To work hard, to fight for success, to help others, to be positive about everything which one faces.

Madhav Kanhere::

To be a die hard self critic, to work day and night and still be unsatisfied, to compete all the time, to be the best.

Karan Gaikwad::

To relax and be chilled, to work hard, to be determined at all costs.

Sanket Godbole::

To be humble, to have your feet rooted to the ground even though your knowledge may touch the sky, to be genuine.

Anup kotalwar::

To think logically all the time, to share one’s knowledge with anyone and everyone.


Shrilata murthy::

To hide one’s maturity, to be highly determined at the same time not sacrificing on small events which make one happy, to behave like a kid, to be full of energy all the time.

Sachin Kondar::

To help others no matter what and stay by their side when you need them.


Nikhil Khekade::

To be energetic, determined, smart, to captivate everyone with humility, to admit if one doesn’t know something and to go to any lengths to explain it if he does know, to be dynamic, to do something in life, to work continuously and to enjoy life as a journey.

There are some more names which are coming to my mind but for now, I think these should suffice. Thank you for everything. I know things are not going to be the same considering how things are right now, but I hope they do. Amen.

Saturday, January 24, 2009

A Sunday Afternoon

::(post dates back long....around three months.)


I sat there. Staring. Fixedly in front of me. Out of the window. Where two small boys played with a Frisbee. The loud chatter. The laughs. The fun. I was perhaps more jealous than envious. A warm Sunday afternoon and these children played carelessly. Laughed effortlessly. Ran the whole stretch not thinking about any projects. Or assignments. Or journals. Or presentations. Or submissions. Not worried about their future decisions. Ignorant of the challenges ahead. Swallowing all envy, I got up. Rinsed my face with cold water. And stood in front of the mirror. A pair of tired red eyes stared back at me. The haggard face showed signs of unnecessary overwork. The wrinkled, unshaven face depicted an identity of a person torn between career decisions, managing relationships and building a place for himself in this huge world. I looked away and stood in front of the window. A soft breeze went past, teasing my face and hair. Inviting me. Telling me that nature is waiting. For me. Telling me to break all bonds and shackles. To be free. Like those two children.

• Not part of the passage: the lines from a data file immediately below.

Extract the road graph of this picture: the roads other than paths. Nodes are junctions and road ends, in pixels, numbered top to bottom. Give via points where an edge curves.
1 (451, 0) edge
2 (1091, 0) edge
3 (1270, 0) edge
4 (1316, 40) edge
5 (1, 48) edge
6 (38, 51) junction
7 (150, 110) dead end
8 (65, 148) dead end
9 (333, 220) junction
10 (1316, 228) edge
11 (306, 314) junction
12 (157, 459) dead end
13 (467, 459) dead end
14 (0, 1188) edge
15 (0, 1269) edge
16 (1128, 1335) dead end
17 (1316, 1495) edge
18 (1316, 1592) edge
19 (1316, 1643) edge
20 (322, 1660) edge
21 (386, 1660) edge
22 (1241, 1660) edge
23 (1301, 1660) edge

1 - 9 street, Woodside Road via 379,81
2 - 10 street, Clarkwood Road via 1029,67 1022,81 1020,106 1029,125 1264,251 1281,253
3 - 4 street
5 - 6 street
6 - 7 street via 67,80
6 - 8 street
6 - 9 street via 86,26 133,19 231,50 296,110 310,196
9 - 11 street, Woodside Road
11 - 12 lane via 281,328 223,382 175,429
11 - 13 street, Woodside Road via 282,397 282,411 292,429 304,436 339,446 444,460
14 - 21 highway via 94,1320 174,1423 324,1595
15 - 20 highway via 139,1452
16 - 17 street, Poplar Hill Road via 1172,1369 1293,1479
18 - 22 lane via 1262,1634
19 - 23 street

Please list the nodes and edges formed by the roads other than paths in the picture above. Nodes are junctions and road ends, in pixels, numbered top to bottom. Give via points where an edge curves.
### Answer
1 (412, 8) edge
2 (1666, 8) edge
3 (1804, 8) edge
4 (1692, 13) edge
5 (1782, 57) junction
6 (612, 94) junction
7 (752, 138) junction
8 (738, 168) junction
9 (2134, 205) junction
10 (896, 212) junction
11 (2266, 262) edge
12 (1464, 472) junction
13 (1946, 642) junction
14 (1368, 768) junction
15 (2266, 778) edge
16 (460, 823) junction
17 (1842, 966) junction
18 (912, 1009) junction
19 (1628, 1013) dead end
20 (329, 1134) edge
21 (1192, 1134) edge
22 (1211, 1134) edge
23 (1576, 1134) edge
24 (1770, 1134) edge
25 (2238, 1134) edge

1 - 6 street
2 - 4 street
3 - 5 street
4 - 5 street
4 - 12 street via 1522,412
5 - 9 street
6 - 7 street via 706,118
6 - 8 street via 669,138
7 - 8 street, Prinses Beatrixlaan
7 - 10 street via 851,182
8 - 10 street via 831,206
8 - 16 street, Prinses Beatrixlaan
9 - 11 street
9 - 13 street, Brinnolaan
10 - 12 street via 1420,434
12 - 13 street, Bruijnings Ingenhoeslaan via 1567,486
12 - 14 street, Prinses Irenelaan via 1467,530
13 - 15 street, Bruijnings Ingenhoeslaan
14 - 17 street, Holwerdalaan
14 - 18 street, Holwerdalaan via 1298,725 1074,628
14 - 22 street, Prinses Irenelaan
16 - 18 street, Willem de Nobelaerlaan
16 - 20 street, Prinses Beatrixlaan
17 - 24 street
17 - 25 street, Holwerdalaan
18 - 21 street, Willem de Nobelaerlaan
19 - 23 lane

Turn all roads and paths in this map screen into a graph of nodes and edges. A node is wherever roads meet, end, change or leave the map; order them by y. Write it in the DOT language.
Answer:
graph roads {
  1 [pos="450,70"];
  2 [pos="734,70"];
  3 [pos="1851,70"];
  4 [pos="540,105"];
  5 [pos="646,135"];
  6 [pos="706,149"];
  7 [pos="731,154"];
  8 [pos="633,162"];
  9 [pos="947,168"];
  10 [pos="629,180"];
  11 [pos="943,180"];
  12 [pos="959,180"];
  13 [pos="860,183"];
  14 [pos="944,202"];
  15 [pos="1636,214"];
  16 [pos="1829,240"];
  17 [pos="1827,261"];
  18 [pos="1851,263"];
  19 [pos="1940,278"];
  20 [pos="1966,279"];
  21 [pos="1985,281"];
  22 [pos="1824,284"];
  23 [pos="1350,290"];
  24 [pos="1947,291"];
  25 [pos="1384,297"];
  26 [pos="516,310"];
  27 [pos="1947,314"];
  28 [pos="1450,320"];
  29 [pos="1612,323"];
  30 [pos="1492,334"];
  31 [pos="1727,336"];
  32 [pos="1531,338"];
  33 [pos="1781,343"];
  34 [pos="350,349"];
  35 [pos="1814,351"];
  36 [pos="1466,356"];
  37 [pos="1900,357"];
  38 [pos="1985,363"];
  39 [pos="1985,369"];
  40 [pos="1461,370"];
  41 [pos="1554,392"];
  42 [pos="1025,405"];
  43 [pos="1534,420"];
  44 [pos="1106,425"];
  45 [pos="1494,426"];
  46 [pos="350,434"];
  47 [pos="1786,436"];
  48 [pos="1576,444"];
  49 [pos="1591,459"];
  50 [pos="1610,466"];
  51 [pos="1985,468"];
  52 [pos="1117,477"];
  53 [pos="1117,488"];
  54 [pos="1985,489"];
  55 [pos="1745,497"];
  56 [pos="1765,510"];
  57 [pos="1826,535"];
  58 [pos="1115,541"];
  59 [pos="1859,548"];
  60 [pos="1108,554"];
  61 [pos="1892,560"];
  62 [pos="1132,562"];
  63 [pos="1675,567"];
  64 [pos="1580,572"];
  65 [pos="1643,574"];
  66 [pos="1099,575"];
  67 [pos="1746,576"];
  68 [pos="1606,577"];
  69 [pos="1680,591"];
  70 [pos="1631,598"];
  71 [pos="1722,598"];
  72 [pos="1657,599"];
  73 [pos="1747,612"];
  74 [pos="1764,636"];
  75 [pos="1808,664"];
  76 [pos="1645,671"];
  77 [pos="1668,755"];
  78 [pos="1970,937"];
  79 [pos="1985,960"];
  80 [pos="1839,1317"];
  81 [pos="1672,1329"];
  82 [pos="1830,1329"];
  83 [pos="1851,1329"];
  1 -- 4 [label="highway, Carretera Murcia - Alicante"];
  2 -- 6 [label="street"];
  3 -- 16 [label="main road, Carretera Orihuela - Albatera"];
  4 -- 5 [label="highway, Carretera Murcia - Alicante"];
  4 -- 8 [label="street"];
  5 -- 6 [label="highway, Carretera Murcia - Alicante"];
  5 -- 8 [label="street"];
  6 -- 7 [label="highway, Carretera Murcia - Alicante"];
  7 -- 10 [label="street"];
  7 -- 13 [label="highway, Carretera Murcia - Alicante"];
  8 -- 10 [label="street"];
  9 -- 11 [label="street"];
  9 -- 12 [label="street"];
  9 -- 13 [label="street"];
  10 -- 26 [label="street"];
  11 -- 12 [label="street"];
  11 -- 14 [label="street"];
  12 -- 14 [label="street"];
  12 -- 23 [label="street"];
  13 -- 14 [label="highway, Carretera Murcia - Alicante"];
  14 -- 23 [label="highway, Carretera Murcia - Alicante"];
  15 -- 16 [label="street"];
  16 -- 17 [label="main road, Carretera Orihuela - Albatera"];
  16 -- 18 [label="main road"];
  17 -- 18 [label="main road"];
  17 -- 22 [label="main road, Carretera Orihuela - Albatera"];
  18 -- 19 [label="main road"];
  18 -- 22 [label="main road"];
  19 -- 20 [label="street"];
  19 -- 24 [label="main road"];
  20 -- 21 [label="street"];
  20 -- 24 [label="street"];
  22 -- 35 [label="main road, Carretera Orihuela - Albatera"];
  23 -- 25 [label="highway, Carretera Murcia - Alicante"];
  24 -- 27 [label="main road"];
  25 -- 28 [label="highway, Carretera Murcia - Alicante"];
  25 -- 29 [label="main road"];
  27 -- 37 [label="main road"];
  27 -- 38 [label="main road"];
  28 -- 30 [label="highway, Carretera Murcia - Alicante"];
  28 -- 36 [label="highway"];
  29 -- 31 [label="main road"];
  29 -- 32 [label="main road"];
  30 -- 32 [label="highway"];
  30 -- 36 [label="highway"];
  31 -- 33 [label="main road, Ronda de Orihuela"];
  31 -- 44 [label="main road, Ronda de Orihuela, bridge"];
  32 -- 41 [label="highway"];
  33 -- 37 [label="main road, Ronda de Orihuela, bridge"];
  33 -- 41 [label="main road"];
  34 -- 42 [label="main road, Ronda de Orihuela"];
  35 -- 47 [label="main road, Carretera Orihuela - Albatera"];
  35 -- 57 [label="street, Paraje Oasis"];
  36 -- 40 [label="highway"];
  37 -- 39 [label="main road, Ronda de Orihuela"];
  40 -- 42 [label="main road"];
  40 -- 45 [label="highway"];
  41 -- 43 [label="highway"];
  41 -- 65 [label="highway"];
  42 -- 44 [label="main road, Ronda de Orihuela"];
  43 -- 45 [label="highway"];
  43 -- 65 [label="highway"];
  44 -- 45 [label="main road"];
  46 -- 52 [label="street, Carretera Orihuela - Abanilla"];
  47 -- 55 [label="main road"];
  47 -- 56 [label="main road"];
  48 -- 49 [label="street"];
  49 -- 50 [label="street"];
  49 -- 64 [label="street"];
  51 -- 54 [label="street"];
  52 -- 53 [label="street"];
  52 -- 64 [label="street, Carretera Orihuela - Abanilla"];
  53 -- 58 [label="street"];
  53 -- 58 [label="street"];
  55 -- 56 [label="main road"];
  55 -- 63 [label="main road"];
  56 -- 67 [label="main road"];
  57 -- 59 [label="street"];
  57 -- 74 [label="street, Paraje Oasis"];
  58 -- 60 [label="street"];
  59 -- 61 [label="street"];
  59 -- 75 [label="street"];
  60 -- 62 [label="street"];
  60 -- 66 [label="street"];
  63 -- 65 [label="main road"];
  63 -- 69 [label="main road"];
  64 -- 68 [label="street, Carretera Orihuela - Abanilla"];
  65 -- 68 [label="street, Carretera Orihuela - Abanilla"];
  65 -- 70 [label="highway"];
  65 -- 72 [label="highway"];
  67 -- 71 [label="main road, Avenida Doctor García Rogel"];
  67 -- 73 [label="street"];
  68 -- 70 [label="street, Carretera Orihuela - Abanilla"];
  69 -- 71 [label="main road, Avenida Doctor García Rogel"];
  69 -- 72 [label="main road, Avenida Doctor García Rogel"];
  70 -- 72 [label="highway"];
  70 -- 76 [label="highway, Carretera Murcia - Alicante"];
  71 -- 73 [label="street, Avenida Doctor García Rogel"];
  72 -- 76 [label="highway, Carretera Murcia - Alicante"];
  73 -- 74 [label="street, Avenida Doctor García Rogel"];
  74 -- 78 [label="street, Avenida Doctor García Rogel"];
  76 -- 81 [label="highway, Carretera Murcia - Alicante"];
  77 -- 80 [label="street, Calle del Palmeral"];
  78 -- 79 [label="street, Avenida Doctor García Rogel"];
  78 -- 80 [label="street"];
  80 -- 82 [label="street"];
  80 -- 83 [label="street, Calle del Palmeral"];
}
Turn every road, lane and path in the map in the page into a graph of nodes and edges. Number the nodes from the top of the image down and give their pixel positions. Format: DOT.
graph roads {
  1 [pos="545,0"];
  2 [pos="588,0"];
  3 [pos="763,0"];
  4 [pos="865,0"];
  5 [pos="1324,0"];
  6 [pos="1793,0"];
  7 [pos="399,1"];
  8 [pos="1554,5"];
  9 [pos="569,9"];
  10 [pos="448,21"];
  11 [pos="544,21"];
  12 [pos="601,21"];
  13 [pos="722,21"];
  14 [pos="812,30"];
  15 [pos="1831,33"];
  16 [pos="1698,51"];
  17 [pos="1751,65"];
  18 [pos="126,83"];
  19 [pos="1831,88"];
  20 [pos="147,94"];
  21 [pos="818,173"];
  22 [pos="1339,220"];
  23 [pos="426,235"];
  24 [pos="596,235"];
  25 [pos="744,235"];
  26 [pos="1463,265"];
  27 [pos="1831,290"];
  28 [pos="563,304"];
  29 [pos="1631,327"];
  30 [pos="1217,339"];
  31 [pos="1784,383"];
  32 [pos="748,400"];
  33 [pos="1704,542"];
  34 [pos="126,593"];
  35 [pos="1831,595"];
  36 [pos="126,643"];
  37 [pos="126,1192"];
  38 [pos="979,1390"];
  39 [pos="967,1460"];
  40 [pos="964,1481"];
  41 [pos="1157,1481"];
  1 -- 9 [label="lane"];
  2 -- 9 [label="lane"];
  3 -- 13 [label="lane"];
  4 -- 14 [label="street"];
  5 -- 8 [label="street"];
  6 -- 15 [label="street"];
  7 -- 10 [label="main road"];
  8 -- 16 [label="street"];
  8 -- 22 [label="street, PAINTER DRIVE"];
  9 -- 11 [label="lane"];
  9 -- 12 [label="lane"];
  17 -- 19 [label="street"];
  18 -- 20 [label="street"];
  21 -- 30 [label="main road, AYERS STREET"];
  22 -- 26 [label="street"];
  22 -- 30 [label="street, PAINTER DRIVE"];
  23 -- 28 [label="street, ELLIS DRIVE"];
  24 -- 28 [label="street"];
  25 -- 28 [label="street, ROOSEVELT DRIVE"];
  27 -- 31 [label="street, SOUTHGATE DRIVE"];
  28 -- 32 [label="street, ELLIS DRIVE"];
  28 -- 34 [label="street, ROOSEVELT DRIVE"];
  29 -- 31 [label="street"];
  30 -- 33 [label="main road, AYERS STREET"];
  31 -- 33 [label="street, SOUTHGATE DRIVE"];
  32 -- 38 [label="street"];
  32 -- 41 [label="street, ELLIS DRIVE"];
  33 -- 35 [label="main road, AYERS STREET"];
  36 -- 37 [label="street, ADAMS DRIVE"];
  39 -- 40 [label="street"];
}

The wind picked up speed. Windows banged against their sills, dried leaves leapt in the air. The trees swayed joyfully as I looked up at the slowly darkening sky. The children also looked up amused at the sight of their Frisbee going longer and higher in the wind. Thunder struck but the childrens’ cries of joy was louder. As the drops fell, their dance began. They sang a popular Hindi song as they continued dancing, drenching themselves. Everyone else ran for shelter. Except those two. All I could do at that moment was smile. I went down and took a long walk. The rain fell harder. Drenching my clothes, my body, and then my thoughts. It was as if mother nature was washing the negativity off me. I walked up to the hill and sat on a bench. The noises of the children were still louder than the rain. How I wished to go back in time. To be that same kid. Once again. A shout interrupted my thoughts. I smiled to see a few people getting their hands on a football. I didn’t know anyone. And later, I realized that they didn’t know each other either. But the silly game of football that followed in that small space of the parking lot was enough to change my mood completely. The silliest of jokes, the horrible barefoot play, the slipping, the laughing, the continuous swearing for the ball. A enjoyed every bit of it. Only once did I gaze up to see on the 1st floor, the same two children being reprimanded by their mother. Maybe for playing in the rain. I smiled. Just then I got the ball and scored. I looked up to celebrate with the smiling unknown people which I had met just an hour ago. I smiled again.